• _PROBLEM TO SOLVE_: Set down the full listing exactly as given. Any pictures are to be left out.

• _INFORMATION GIVEN_:
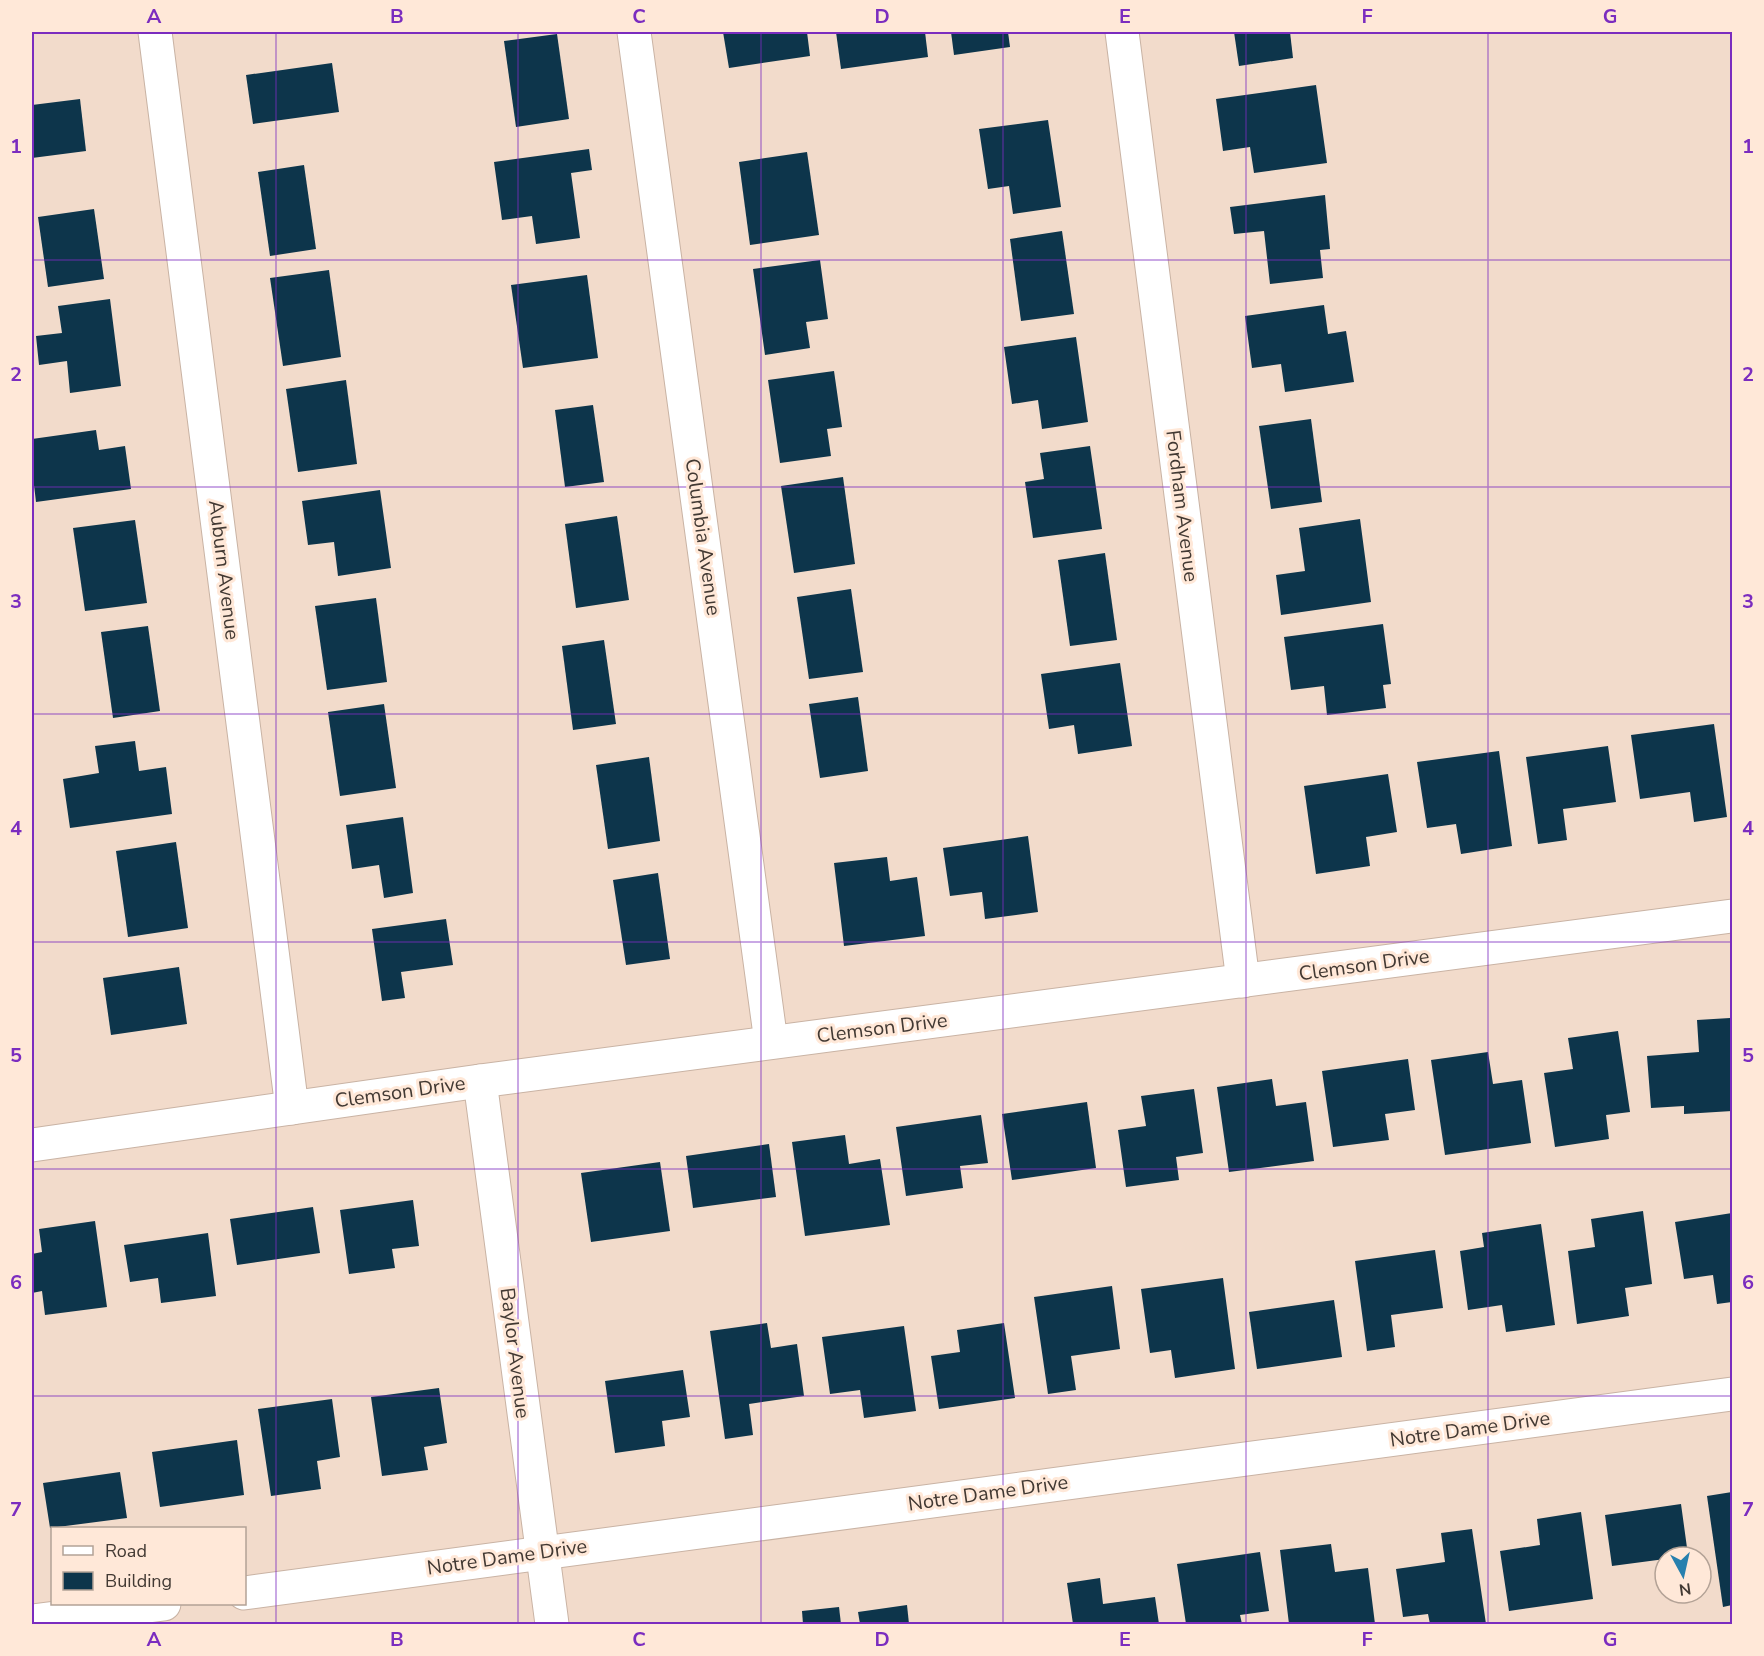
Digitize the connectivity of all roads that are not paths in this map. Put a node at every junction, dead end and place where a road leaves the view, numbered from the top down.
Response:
1 (155, 32) edge
2 (634, 32) edge
3 (1122, 32) edge
4 (1732, 916) edge
5 (1243, 981) junction
6 (771, 1042) junction
7 (480, 1081) junction
8 (292, 1108) junction
9 (32, 1145) edge
10 (1732, 1394) edge
11 (542, 1553) junction
12 (246, 1593) edge
13 (157, 1605) edge
14 (32, 1622) edge
15 (552, 1624) edge

1 - 8 street, Auburn Avenue
2 - 6 street, Columbia Avenue
3 - 5 street, Fordham Avenue
4 - 5 street, Clemson Drive
5 - 6 street, Clemson Drive
6 - 7 street, Clemson Drive
7 - 8 street, Clemson Drive
7 - 11 street, Baylor Avenue
8 - 9 street, Clemson Drive
10 - 11 street, Notre Dame Drive
11 - 12 street, Notre Dame Drive
11 - 15 street, Baylor Avenue
13 - 14 street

• _EXERCISE RESPONSE_:
Digitize the connectivity of all roads that are not paths in this map. Put a node at every junction, dead end and place where a road leaves the view, numbered from the top down.
Response:
1 (155, 32) edge
2 (634, 32) edge
3 (1122, 32) edge
4 (1732, 916) edge
5 (1243, 981) junction
6 (771, 1042) junction
7 (480, 1081) junction
8 (292, 1108) junction
9 (32, 1145) edge
10 (1732, 1394) edge
11 (542, 1553) junction
12 (246, 1593) edge
13 (157, 1605) edge
14 (32, 1622) edge
15 (552, 1624) edge

1 - 8 street, Auburn Avenue
2 - 6 street, Columbia Avenue
3 - 5 street, Fordham Avenue
4 - 5 street, Clemson Drive
5 - 6 street, Clemson Drive
6 - 7 street, Clemson Drive
7 - 8 street, Clemson Drive
7 - 11 street, Baylor Avenue
8 - 9 street, Clemson Drive
10 - 11 street, Notre Dame Drive
11 - 12 street, Notre Dame Drive
11 - 15 street, Baylor Avenue
13 - 14 street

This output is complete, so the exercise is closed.